York, Alvin Cullum
YORK, ALVIN CULLUM
Alvin C. York was born the third child of eleven to William and Mary Brooks York in Pall Mall, Tennessee. York's family eked out an existence in a two-room cabin. York was raised as a country boy who had only attended school for nine months. In 1917, York's world was changed forever when he was drafted into the American Army. York resisted because of religious beliefs; his Church of Christ in Christian Union denounced killing. But because his church was not recognized by the draft board as a legitimate denomination, York could not be excused from service as a conscientious objector.
Sergeant Alvin C. York's amazing exploit near Chatel-Chehery in the Argonne Forest during World War I captured American imagination. On the foggy, rain soaked morning of October 8, 1918, York and seventeen doughboys received daunting orders to secure the Decauville Railroad in an attempt to disrupt German supply lines. Things went terribly awry, however, and the soldiers from Company G, 328th infantry, of the 82nd Division, found themselves behind enemy lines pinned down by withering machine-gun fire. York's best friend, Murray Savage, and eight other Americans lay dead. Acting Sergeant Bernard Early, suffering from multiple gunshot wounds, ordered York to silence the machine-gun nest. Armed only with his rifle, pistol, and a profound belief that God would protect him, Alvin C. York used his formidable skills as a marksman to take out the gun. When the smoke cleared, York and the seven survivors captured 132 German prisoners and delivered them to U.S. authorities. News of the event made York a household name and the most popular American hero of the war.
While the near mythic feat is worthy of awe and respect, it is not the way "Big 'un," the redheaded mountaineer from Pall Mall, Tennessee, wanted to be remembered. York's life, though defined for most by Gary Cooper's Academy Award winning portrayal in the Warner Bros. film Sergeant York (1941), was more interesting than the film character, especially after the war. When York returned to New York in May, 1919, he found himself the object of the city's attention. A ticker tape parade down Fifth Avenue and a suite of rooms at the Waldorf Astoria awaited him. Influential people offered him outstanding sums of money for endorsements of products, public appearances, and shooting
demonstrations, all of which York turned down because he believed no one should profit from taking the lives of others. He returned home intent on two things: marrying Gracie Williams, and improving education in his region. As events heated up in the Europe during the 1930s, York initially spoke out against American intervention. He joined the Emergency Peace Campaign organized by the eminent churchman Harry Emerson Fosdick. From 1936 to 1939, York traveled the country condemning the first World War while promoting Progressive reforms. His stance changed, however, as a result of his relationship with Warner Bros., a Hollywood film company. In 1940, he agreed to have Warner Bros. make a film of his life.

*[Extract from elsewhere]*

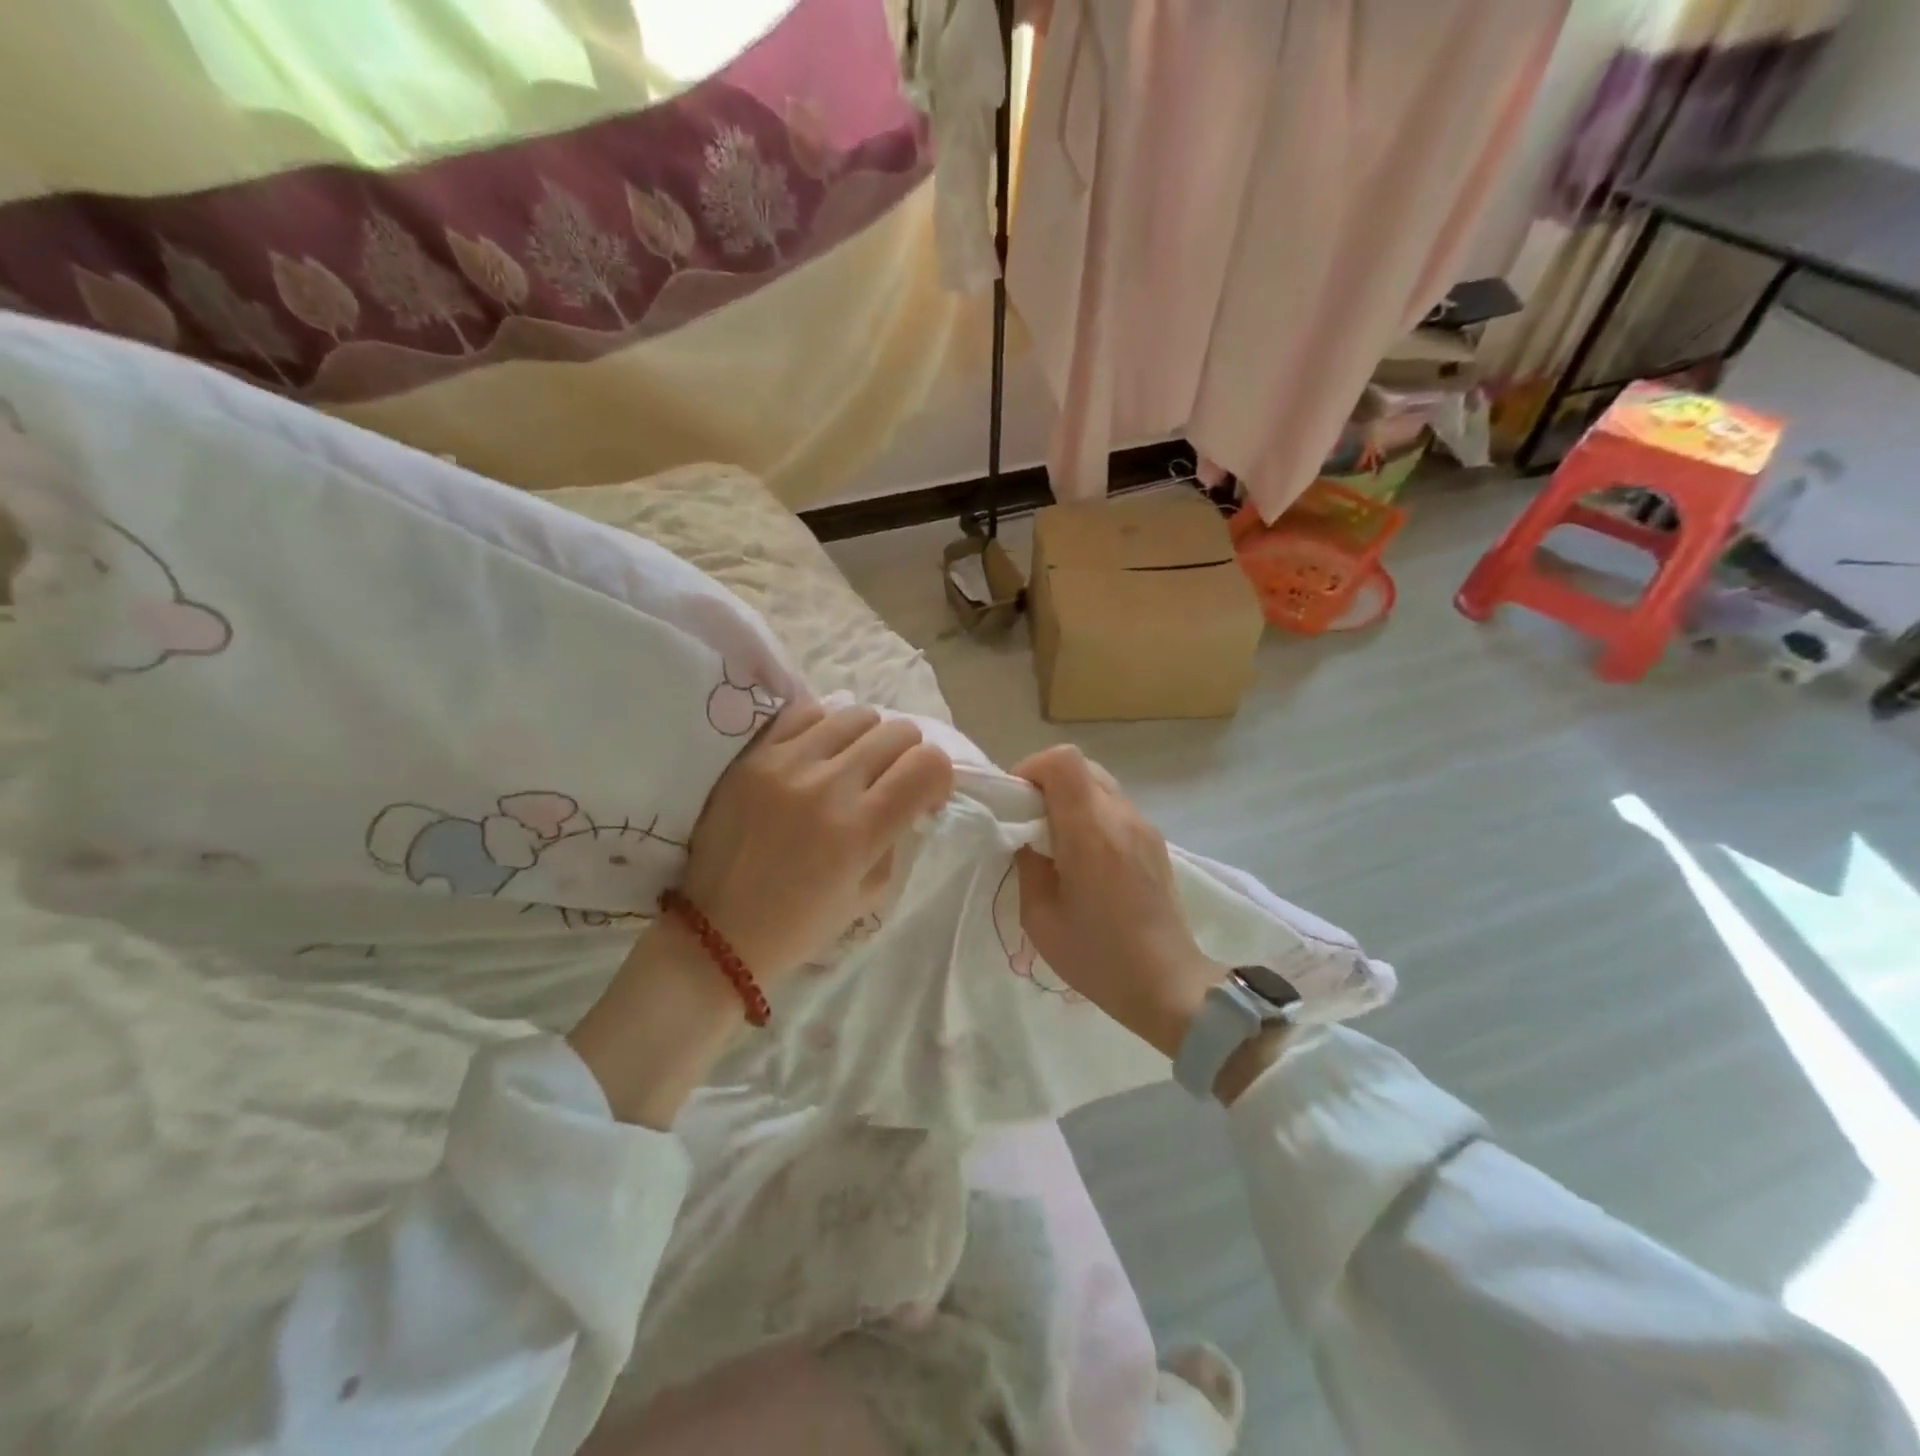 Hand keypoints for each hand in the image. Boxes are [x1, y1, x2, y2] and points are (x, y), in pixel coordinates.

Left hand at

Through his association with Warner Bros., York became a member of the Fight For Freedom Committee (FFF) created in direct opposition to the isolationist (and some would say pro-Nazi) America First Committee. In his capacity as a spokesman for the FFF, York found himself diametrically opposed to the stance of another great American hero, Charles Lindbergh. The two men squared off against each other through 1940 and 1941, representing the two poles of American thought regarding the war in Europe. Lindbergh argued that the Nazis posed no threat to the United States. Lindbergh claimed that the British, Hollywood, and Jews were agitating for war. York argued that the Nazis threatened freedom, democracy, and the American way of life.
When the U.S. entered World War II, Sergeant York was used as a recruiting tool. The movie about his World War I heroics won two Academy Awards. York tried to reenlist, but was prevented by poor health. Instead, he worked in the Signal Corps to boost American morale. He visited training camps, demonstrated his shooting skills, and signed autographs. York also had a weekly newspaper column, "Sergeant York Says," and broadcast a weekly radio program, "Tennessee Americans," over the Mutual Broadcasting System throughout the war. He reinforced his image as hero and patriot to the war effort.
When the war ended, troubles awaited him. His mythic image did not shield him from the Internal Revenue Service, which demanded taxes on revenue from the movie. Obesity, stress, and other factors led to a stroke in 1948, the first in a series of several strokes that would leave York, still hounded by the IRS, bedridden for the last ten years of his life. Friends, neighbors, and the American Legion launched a campaign to bail him out of his debt. In 1963, President John F. Kennedy persuaded the IRS to reduce his debt, take a portion of the money raised, and allow the Sergeant to live out the remainder of his life in dignity. Less than a year later, a frail and exhausted York died. He was buried in the cemetery of the Wolf Creek Methodist Church with full military honors.
Birdwell, Michael E. Celluloid Soldiers: Warner Bros. Campaign Against Nazism. New York: New York University Press, 1999.
Cooke, James J. The All-Americans at War: The 82nd Division in the Great War, 1917–1918. West Port, Connecticut: Praeger, 1999.
Lee, David D. Sergeant York: An American Hero. Lexington: University Press of Kentucky, 1985.